Comments (14)
Another problem occurs but it's probably related to java bugs :
2017-10-02 15:30:27,602 19221 WARN [ParsingThread-15] i.u.d.l.b.f.ParsingThread - Exception while fetching https://www.teamschramm.com/robots.txt
javax.net.ssl.SSLException: Received fatal alert: internal_error
at sun.security.ssl.Alerts.getSSLException(Alerts.java:208)
at sun.security.ssl.Alerts.getSSLException(Alerts.java:154)
at sun.security.ssl.SSLSocketImpl.recvAlert(SSLSocketImpl.java:2033)
at sun.security.ssl.SSLSocketImpl.readRecord(SSLSocketImpl.java:1135)
at sun.security.ssl.SSLSocketImpl.performInitialHandshake(SSLSocketImpl.java:1385)
at sun.security.ssl.SSLSocketImpl.startHandshake(SSLSocketImpl.java:1413)
at sun.security.ssl.SSLSocketImpl.startHandshake(SSLSocketImpl.java:1397)
at org.apache.http.conn.ssl.SSLConnectionSocketFactory.createLayeredSocket(SSLConnectionSocketFactory.java:396)
at org.apache.http.conn.ssl.SSLConnectionSocketFactory.connectSocket(SSLConnectionSocketFactory.java:355)
at org.apache.http.impl.conn.DefaultHttpClientConnectionOperator.connect(DefaultHttpClientConnectionOperator.java:142)
at org.apache.http.impl.conn.BasicHttpClientConnectionManager.connect(BasicHttpClientConnectionManager.java:323)
at org.apache.http.impl.execchain.MainClientExec.establishRoute(MainClientExec.java:381)
at org.apache.http.impl.execchain.MainClientExec.execute(MainClientExec.java:237)
at org.apache.http.impl.execchain.ProtocolExec.execute(ProtocolExec.java:185)
at org.apache.http.impl.execchain.RetryExec.execute(RetryExec.java:89)
at org.apache.http.impl.execchain.RedirectExec.execute(RedirectExec.java:111)
at org.apache.http.impl.client.InternalHttpClient.doExecute(InternalHttpClient.java:185)
at org.apache.http.impl.client.CloseableHttpClient.execute(CloseableHttpClient.java:72)
at org.apache.http.impl.client.CloseableHttpClient.execute(CloseableHttpClient.java:221)
at org.apache.http.impl.client.CloseableHttpClient.execute(CloseableHttpClient.java:191)
at it.unimi.di.law.bubing.util.FetchData.fetch(FetchData.java:325)

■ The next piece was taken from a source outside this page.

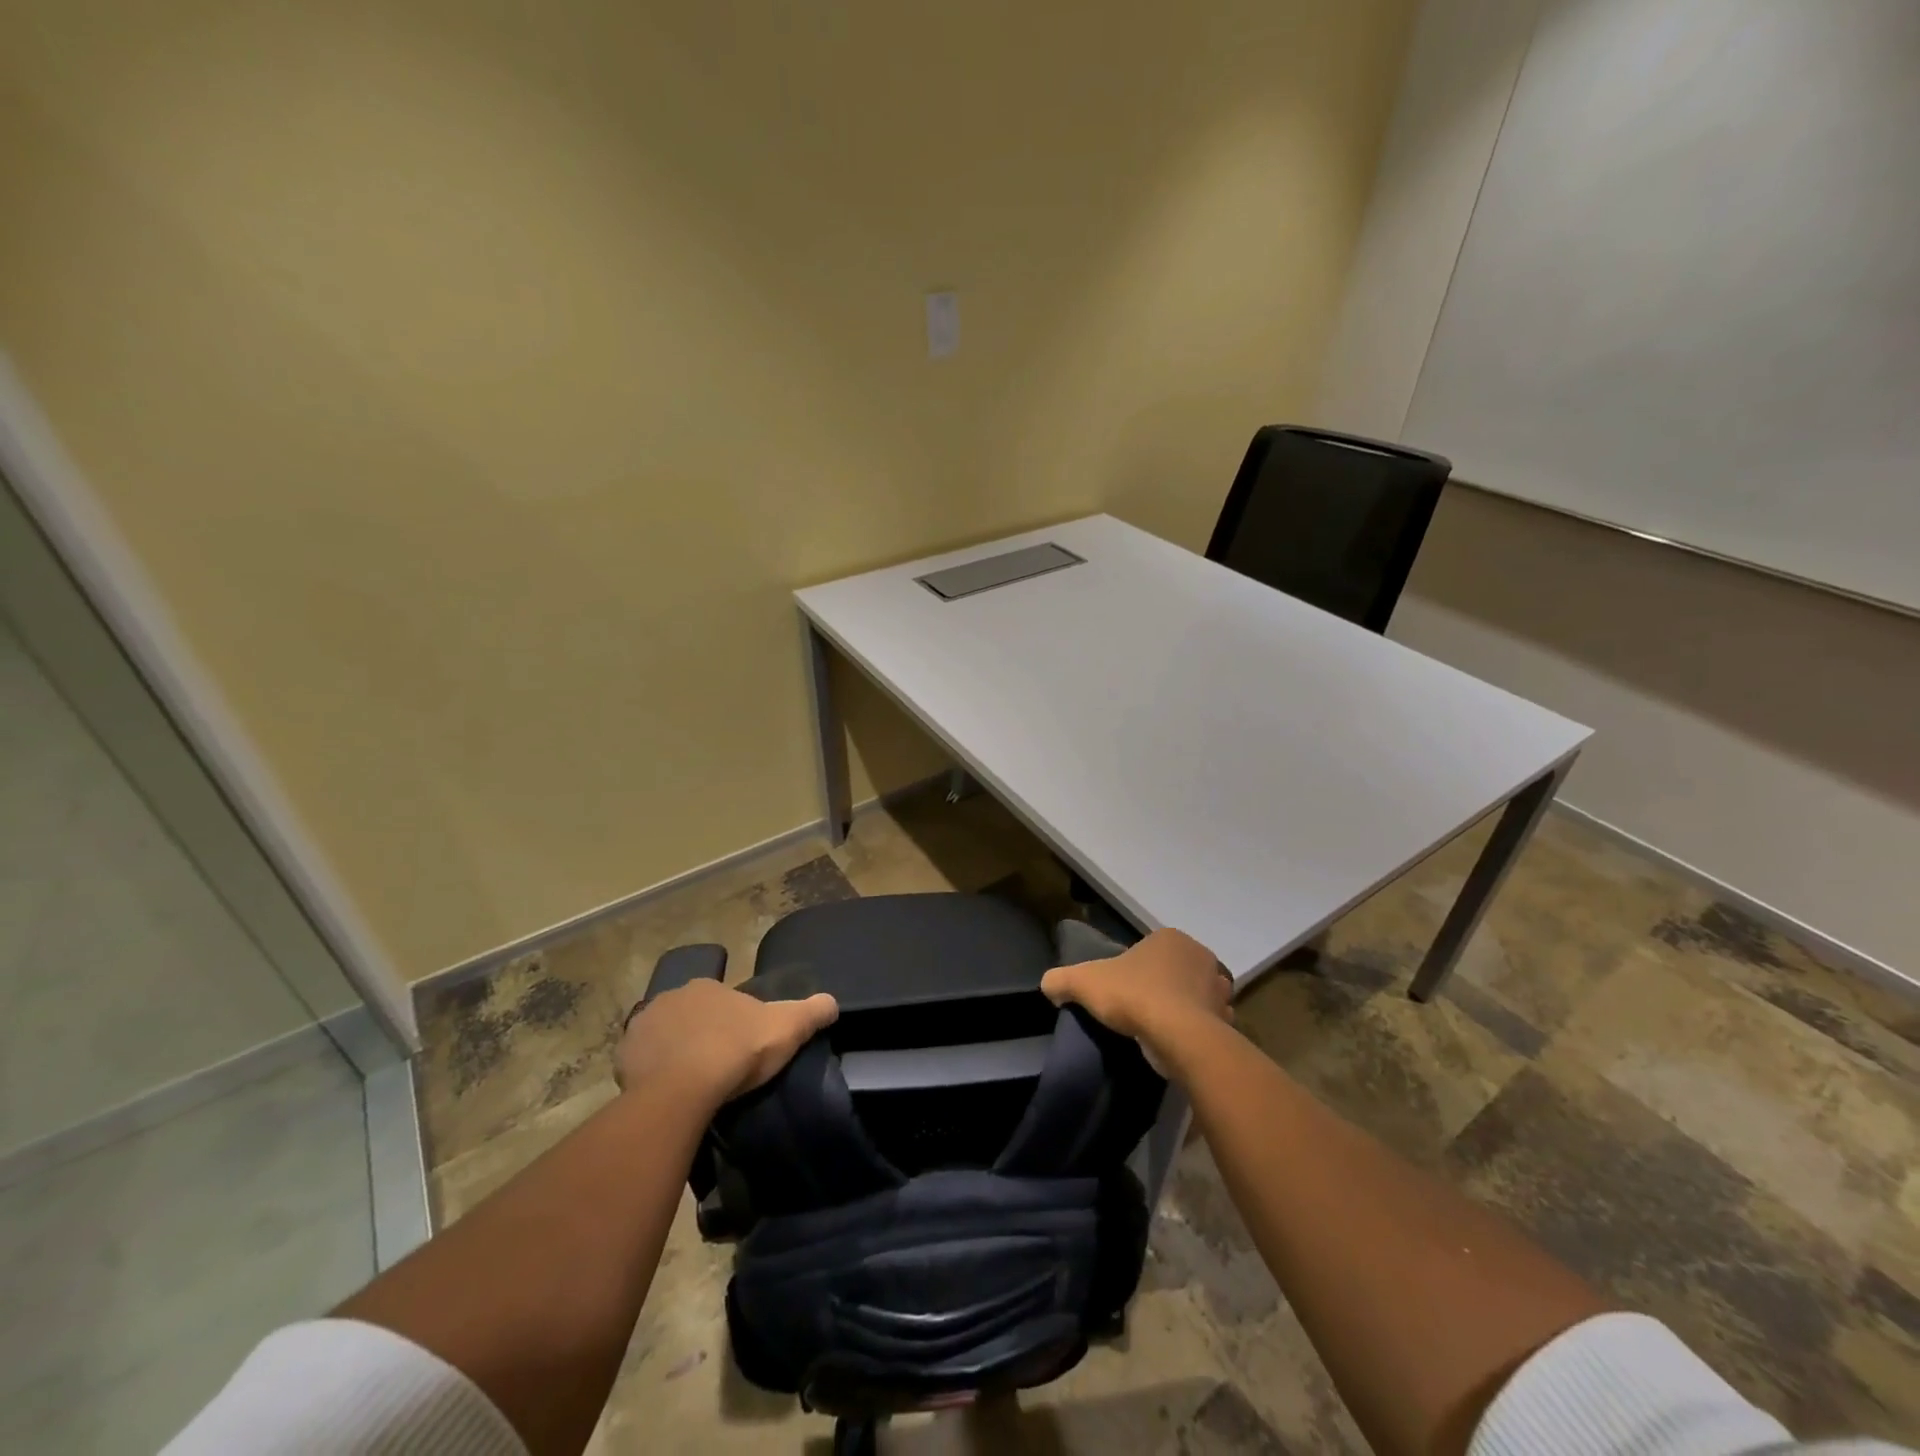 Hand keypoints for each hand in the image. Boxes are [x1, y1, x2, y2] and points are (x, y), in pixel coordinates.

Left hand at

at it.unimi.di.law.bubing.frontier.FetchingThread.run(FetchingThread.java:272)
from bubing.
Mmmh. HTTPS has continuously this kind of problems—the library is set to very tight security, while browsers are, as always, forgiving. I guess there's an HTTPClient parameter to disable this check...
from bubing.
So after digging around, it may be actually related to Java version and LetsEncrypt certs : https://stackoverflow.com/questions/34110426/does-java-support-lets-encrypt-certificates
Except that the affected sites do not seem to be using these certificates. Anyway I think it would be a good idea to find a setting that disables SSL verification.
from bubing.
More tips here :
protected static final class BasicHttpClientConnectionManagerWithAlternateDNS extends BasicHttpClientConnectionManager { static Registry<ConnectionSocketFactory> getDefaultRegistry() { return RegistryBuilder.<ConnectionSocketFactory> create() .register("http", PlainConnectionSocketFactory.getSocketFactory()) .register("https", new SSLConnectionSocketFactory(SSLContexts.createSystemDefault(), new String[] { "TLSv1.2", "TLSv1.1", "TLSv1", "SSLv3", "SSLv2Hello", }, null, SSLConnectionSocketFactory.getDefaultHostnameVerifier())) .build(); }
public BasicHttpClientConnectionManagerWithAlternateDNS(final DnsResolver dnsResolver) { super(getDefaultRegistry(), null, null, dnsResolver); } }
I think the problem is with the getDefaultHostnameVerifier : it probably is the Strict Version :
https://hc.apache.org/httpcomponents-client-ga/httpclient/apidocs/org/apache/http/conn/ssl/
Probably should take the NoopHostnameVerifier or at least the BrowserCompatHostnameVerifier
from bubing.
Here is a code that seems to work (in FetchingThread) :
/** An SSL context that accepts all certificates */
private static final SSLContext TRUST_ALL_CERTIFICATES_SSL_CONTEXT;
static {
try {
TRUST_ALL_CERTIFICATES_SSL_CONTEXT = SSLContexts.custom().loadTrustMaterial(null, new TrustStrategy() {
public boolean isTrusted(X509Certificate[] arg0, String arg1) throws CertificateException {
return true;
}}).build();
}
catch (Exception cantHappen) {
throw new RuntimeException(cantHappen.getMessage(), cantHappen);
}
}
/** A support class that makes it possible to plug in a custom DNS resolver. */
protected static final class BasicHttpClientConnectionManagerWithAlternateDNS
extends BasicHttpClientConnectionManager {
static Registry<ConnectionSocketFactory> getDefaultRegistry() {
// setup a Trust Strategy that allows all certificates.
//
SSLContext sslContext = TRUST_ALL_CERTIFICATES_SSL_CONTEXT;
return RegistryBuilder.<ConnectionSocketFactory> create()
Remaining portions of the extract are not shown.